Problem statement | Show every line of the records below that contains the word "highway".

*** Input ***

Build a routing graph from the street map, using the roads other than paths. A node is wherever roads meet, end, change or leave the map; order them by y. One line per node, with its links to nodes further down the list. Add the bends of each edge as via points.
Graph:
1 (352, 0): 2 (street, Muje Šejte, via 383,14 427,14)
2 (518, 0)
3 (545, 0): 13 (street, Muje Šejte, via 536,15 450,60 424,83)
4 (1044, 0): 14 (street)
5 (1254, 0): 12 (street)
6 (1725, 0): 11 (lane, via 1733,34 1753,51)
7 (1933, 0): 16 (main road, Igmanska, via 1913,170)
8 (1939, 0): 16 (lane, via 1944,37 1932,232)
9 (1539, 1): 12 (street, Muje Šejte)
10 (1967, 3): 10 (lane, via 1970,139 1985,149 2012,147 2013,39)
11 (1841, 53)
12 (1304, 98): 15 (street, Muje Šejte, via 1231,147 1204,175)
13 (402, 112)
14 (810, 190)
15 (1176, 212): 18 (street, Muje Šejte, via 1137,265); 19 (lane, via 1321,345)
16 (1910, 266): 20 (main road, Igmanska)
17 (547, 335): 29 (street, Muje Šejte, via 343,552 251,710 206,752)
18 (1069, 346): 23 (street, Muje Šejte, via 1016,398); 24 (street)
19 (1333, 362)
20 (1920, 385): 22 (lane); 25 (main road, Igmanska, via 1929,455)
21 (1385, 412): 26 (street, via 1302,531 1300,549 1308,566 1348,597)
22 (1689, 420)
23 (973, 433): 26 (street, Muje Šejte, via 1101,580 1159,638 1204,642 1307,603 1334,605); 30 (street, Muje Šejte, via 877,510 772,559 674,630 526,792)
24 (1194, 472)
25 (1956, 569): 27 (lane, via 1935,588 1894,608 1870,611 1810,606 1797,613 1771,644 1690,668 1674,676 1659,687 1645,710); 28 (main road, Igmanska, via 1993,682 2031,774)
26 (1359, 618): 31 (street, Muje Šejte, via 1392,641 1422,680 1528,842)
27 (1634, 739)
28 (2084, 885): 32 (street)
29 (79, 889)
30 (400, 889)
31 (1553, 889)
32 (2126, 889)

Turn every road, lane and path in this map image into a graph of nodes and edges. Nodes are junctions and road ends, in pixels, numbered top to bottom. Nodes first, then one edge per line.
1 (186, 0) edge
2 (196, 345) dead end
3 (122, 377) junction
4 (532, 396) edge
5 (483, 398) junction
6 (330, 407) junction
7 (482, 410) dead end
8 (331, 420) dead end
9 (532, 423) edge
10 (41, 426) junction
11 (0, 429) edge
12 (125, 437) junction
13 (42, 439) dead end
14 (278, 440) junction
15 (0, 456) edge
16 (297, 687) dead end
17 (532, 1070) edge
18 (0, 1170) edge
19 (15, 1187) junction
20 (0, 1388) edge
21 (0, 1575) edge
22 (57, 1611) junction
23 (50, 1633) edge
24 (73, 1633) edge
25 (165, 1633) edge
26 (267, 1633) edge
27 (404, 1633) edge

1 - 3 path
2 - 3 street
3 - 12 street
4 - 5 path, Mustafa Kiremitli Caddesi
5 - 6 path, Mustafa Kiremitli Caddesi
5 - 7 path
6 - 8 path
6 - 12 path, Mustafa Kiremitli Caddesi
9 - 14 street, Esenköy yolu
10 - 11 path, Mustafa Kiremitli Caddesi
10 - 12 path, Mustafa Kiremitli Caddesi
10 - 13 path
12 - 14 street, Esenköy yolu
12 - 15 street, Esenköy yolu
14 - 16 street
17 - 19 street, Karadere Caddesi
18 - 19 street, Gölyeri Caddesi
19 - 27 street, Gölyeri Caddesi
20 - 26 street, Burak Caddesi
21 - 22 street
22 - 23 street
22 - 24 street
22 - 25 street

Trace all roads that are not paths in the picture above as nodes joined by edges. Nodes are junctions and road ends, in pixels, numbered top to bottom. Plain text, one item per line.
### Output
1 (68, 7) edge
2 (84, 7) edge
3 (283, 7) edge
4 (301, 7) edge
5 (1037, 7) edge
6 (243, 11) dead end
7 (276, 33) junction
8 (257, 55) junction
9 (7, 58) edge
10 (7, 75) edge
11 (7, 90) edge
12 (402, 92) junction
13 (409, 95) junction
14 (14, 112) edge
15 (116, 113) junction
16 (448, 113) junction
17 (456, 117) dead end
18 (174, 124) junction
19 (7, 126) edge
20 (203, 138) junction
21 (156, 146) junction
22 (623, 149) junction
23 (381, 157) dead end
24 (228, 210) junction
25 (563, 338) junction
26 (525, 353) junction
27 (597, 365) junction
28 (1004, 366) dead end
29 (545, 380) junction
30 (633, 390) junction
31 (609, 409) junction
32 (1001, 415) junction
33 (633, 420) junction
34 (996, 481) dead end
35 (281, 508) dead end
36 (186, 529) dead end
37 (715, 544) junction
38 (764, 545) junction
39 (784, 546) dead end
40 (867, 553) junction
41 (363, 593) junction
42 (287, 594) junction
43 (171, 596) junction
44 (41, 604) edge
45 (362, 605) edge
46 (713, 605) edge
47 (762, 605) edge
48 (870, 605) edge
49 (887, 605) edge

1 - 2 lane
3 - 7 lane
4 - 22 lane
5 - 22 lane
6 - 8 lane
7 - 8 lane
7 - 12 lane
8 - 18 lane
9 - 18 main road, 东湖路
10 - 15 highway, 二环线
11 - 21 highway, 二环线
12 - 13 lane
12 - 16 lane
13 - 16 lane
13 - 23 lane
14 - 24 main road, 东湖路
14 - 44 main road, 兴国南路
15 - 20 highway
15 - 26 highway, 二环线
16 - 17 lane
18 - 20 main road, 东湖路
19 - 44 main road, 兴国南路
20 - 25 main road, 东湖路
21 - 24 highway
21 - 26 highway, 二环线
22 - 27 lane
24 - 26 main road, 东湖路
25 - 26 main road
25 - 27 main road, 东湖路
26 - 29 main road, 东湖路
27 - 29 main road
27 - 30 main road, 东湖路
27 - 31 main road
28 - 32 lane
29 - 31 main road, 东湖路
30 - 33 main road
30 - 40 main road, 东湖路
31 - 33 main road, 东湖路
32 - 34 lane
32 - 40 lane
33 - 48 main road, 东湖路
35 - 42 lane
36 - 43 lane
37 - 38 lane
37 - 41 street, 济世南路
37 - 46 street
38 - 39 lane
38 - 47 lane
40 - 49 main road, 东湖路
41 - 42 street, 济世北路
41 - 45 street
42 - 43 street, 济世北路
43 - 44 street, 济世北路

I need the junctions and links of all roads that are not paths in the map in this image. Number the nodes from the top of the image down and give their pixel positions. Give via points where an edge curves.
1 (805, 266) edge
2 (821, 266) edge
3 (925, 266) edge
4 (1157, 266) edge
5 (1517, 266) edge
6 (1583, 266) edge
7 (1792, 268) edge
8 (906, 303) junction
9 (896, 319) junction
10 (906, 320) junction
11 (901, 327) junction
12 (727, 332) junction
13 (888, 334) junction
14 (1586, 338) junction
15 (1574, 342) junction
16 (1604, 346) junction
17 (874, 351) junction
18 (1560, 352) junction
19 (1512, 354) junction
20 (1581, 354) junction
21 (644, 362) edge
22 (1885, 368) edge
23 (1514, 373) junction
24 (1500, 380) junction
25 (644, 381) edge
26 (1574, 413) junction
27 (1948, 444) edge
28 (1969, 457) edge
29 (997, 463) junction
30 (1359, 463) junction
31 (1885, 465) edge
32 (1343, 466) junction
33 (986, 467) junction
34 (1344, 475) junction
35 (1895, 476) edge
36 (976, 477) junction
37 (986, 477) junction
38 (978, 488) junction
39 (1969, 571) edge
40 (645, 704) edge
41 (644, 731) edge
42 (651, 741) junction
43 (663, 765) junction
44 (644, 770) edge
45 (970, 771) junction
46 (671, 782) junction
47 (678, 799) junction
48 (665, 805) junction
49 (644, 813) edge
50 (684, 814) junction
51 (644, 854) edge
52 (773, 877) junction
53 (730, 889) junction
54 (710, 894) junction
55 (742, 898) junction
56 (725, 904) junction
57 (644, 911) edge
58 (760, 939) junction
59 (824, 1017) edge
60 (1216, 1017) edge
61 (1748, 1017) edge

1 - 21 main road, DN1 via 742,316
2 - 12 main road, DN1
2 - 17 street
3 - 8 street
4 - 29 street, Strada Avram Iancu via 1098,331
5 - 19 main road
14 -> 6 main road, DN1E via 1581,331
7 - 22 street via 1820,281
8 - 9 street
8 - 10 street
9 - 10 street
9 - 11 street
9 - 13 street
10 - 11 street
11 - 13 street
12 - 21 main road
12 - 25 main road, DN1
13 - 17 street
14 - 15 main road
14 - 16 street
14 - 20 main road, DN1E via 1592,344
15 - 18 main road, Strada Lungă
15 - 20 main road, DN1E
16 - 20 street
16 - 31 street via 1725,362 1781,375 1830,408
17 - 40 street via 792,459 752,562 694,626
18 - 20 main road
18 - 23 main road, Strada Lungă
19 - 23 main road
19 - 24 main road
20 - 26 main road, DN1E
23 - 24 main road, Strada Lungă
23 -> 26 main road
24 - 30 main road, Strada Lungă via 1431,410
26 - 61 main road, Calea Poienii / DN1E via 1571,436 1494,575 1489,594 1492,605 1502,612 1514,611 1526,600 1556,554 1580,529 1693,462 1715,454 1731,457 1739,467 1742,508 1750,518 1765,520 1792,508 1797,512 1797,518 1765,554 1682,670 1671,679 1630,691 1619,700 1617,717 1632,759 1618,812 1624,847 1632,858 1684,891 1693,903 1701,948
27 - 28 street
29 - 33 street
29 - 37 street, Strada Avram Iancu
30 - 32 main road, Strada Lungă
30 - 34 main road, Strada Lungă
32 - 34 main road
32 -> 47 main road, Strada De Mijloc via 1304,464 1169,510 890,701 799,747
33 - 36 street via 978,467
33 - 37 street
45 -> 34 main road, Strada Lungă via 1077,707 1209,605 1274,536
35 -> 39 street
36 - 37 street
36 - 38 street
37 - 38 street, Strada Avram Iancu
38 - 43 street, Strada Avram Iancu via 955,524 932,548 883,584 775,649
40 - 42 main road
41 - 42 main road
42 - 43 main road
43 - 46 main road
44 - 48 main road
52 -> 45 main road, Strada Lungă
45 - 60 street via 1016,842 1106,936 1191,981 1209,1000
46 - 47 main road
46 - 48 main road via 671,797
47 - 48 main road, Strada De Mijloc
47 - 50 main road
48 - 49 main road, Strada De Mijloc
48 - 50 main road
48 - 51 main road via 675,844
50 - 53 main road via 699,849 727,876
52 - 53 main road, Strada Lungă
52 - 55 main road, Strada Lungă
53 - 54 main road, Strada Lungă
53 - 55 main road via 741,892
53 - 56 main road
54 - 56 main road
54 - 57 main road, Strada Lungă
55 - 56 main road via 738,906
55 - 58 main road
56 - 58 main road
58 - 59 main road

*** End of Input ***

Your solution |
10 - 15 highway, 二环线
11 - 21 highway, 二环线
15 - 20 highway
15 - 26 highway, 二环线
21 - 24 highway
21 - 26 highway, 二环线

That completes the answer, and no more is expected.